Disbanded DR orchestras
- Danish Chamber Orchestra

==Awards and competitions==
Since 1963, DR has awarded the Rosenkjær Prize to a person who has proven an ability to make a difficult subject accessible to a wider audience in an understandable and vivid form. The prizewinner commits to hold a number of radio lectures. The prize is named after Jens Rosenkjær (1883–1976), Head of State Broadcasting 1937–53. The prize is now DKK 50,000, up from 25,000 in 2008, and 40,000 in 2009.

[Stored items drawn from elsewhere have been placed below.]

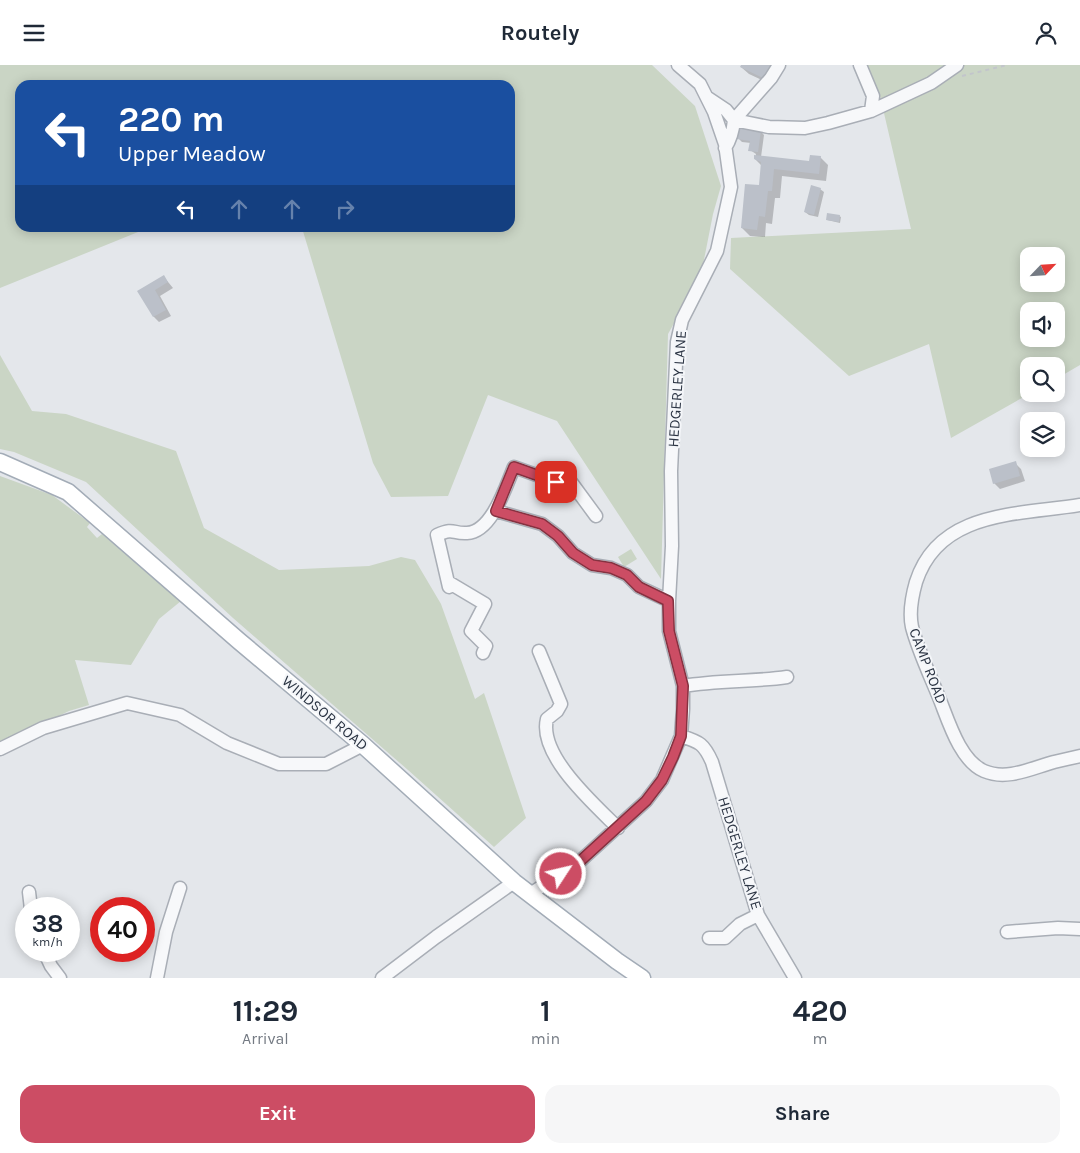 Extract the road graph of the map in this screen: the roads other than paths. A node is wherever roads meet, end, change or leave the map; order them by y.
1 (678, 65) edge
2 (779, 65) edge
3 (860, 65) edge
4 (958, 71) edge
5 (706, 96) junction
6 (871, 111) junction
7 (734, 120) junction
8 (725, 148) junction
9 (0, 463) edge
10 (1080, 505) edge
11 (496, 511) junction
12 (596, 516) dead end
13 (668, 601) junction
14 (539, 651) dead end
15 (484, 653) dead end
16 (787, 677) dead end
17 (683, 686) junction
18 (681, 736) junction
19 (363, 745) junction
20 (0, 749) edge
21 (1080, 757) edge
22 (618, 828) junction
23 (514, 882) junction
24 (180, 888) dead end
25 (29, 891) dead end
26 (530, 894) junction
27 (30, 897) edge
28 (758, 915) junction
29 (1080, 929) edge
30 (1007, 932) dead end
31 (710, 938) dead end
32 (49, 962) edge
33 (60, 978) edge
34 (157, 978) edge
35 (382, 978) edge
36 (642, 978) edge
37 (795, 978) edge

1 - 5 street, HEDGERLEY LANE
2 - 7 street
3 - 6 street
4 - 6 street
5 - 7 street
5 - 8 street, HEDGERLEY LANE
6 - 7 street
7 - 8 street
8 - 13 street, HEDGERLEY LANE
9 - 19 main road, WINDSOR ROAD
10 - 21 street, CAMP ROAD
11 - 12 street
11 - 13 street
11 - 15 street
13 - 17 street, HEDGERLEY LANE
14 - 22 street
16 - 17 street
17 - 18 street, HEDGERLEY LANE
18 - 22 street, HEDGERLEY LANE
18 - 28 street, HEDGERLEY LANE
19 - 20 street
19 - 23 main road, WINDSOR ROAD
22 - 26 street, HEDGERLEY LANE
23 - 26 main road, WINDSOR ROAD
23 - 35 street
24 - 34 street
25 - 27 street
26 - 36 main road, WINDSOR ROAD
28 - 31 street
28 - 37 street, HEDGERLEY LANE
29 - 30 street
32 - 33 street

In collaboration with Bandakademiet, DR holds the annual KarriereKanonen competition for unsigned Danish artists. Artists submit their music to DR, from which 10 acts are selected by a jury to play at the Spot music festival. Following the festival, a cohort of semifinalists are selected to play at Smukfest, where three winners are announced. The winners get airplay on DR P3 and P6 BEAT. KarriereKanonen has helped launch the careers of a number of Danish artists, including: The Minds of 99, Magtens Korridorer, Tue West, and Rasmus Nøhr.

==Accusations of bias==
For over a decade, the Danish People's Party, a nativist and anti-immigrant political party, has criticised DR for alleged bias in its political news coverage, citing the process for appointment to DR's board of directors. In response, DR set up a "watchdog committee" intended to detect and report upon any bias. Members of the watchdog committee are unknown.

The first large-scale scientific content analysis of political news coverage on DR published by the Centre for Journalism at the University of Southern Denmark, studying election news coverage in the years 1994–2007, documented no persistent political bias towards either the left or the right. News coverage of political actors and parties was found to be largely similar to the news coverage on DR's competitor TV 2. The study concluded that political news coverage on both broadcasters was guided by journalistic professional criteria as to the newsworthiness of political actors and political issues, not by partisan considerations.

In 2008, Mikael Rothstein, Jewish author and professor of religious history at the University of Copenhagen, was highly critical of DR when it issued a Christian values policy, declaring that Muslims would feel excluded.